*** Block opens ***
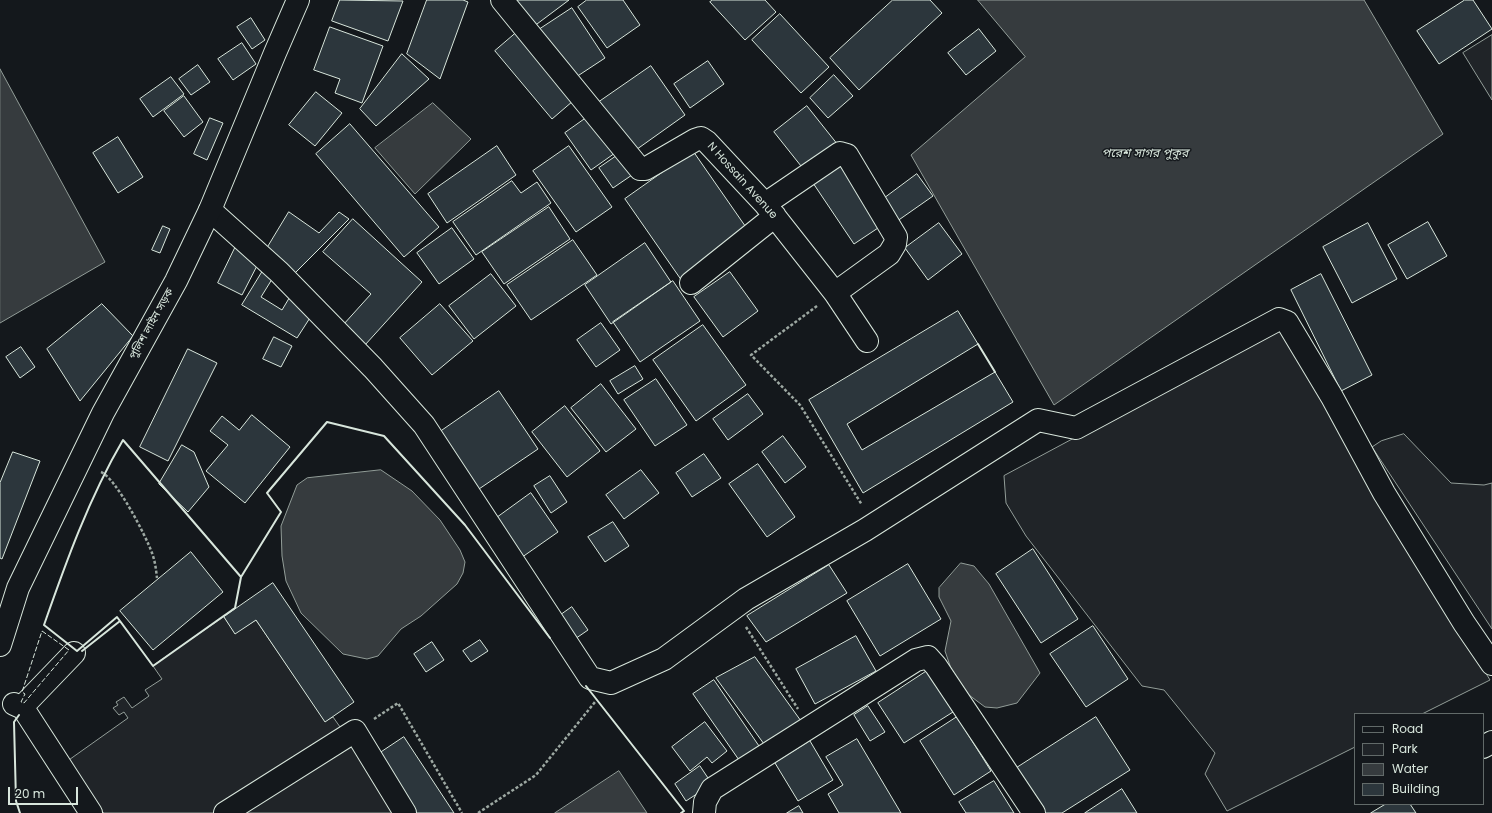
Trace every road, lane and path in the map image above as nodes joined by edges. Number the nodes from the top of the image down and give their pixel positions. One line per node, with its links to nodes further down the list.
1 (298, 0): 3 (street, পুলিশ লাইন সড়ক)
2 (502, 0): 4 (street, N Hossain Avenue)
3 (210, 210): 12 (street, পুলিশ লাইন সড়ক); 15 (street)
4 (770, 210): 5 (street); 6 (street, N Hossain Avenue); 6 (street)
5 (691, 283)
6 (835, 293): 7 (street, N Hossain Avenue); 9 (path)
7 (867, 342)
8 (101, 472): 10 (path)
9 (874, 525): 11 (street); 14 (street)
10 (157, 578)
11 (734, 608): 15 (street); 18 (path)
12 (0, 645)
13 (74, 654): 17 (street)
14 (1492, 664)
15 (618, 680): 24 (path)
16 (64, 681): 17 (street)
17 (22, 709): 20 (street)
18 (810, 728): 25 (street); 26 (street)
19 (355, 731): 21 (street); 22 (street); 23 (path)
20 (91, 813)
21 (226, 813)
22 (405, 813)
23 (462, 813)
24 (478, 813)
25 (704, 813)
26 (1034, 813)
*** Block closes ***
● Work task
What's needed is a word-for-word retyping of the listing, minus its pictures.

● Result of the exercise
Trace every road, lane and path in the map image above as nodes joined by edges. Number the nodes from the top of the image down and give their pixel positions. One line per node, with its links to nodes further down the list.
1 (298, 0): 3 (street, পুলিশ লাইন সড়ক)
2 (502, 0): 4 (street, N Hossain Avenue)
3 (210, 210): 12 (street, পুলিশ লাইন সড়ক); 15 (street)
4 (770, 210): 5 (street); 6 (street, N Hossain Avenue); 6 (street)
5 (691, 283)
6 (835, 293): 7 (street, N Hossain Avenue); 9 (path)
7 (867, 342)
8 (101, 472): 10 (path)
9 (874, 525): 11 (street); 14 (street)
10 (157, 578)
11 (734, 608): 15 (street); 18 (path)
12 (0, 645)
13 (74, 654): 17 (street)
14 (1492, 664)
15 (618, 680): 24 (path)
16 (64, 681): 17 (street)
17 (22, 709): 20 (street)
18 (810, 728): 25 (street); 26 (street)
19 (355, 731): 21 (street); 22 (street); 23 (path)
20 (91, 813)
21 (226, 813)
22 (405, 813)
23 (462, 813)
24 (478, 813)
25 (704, 813)
26 (1034, 813)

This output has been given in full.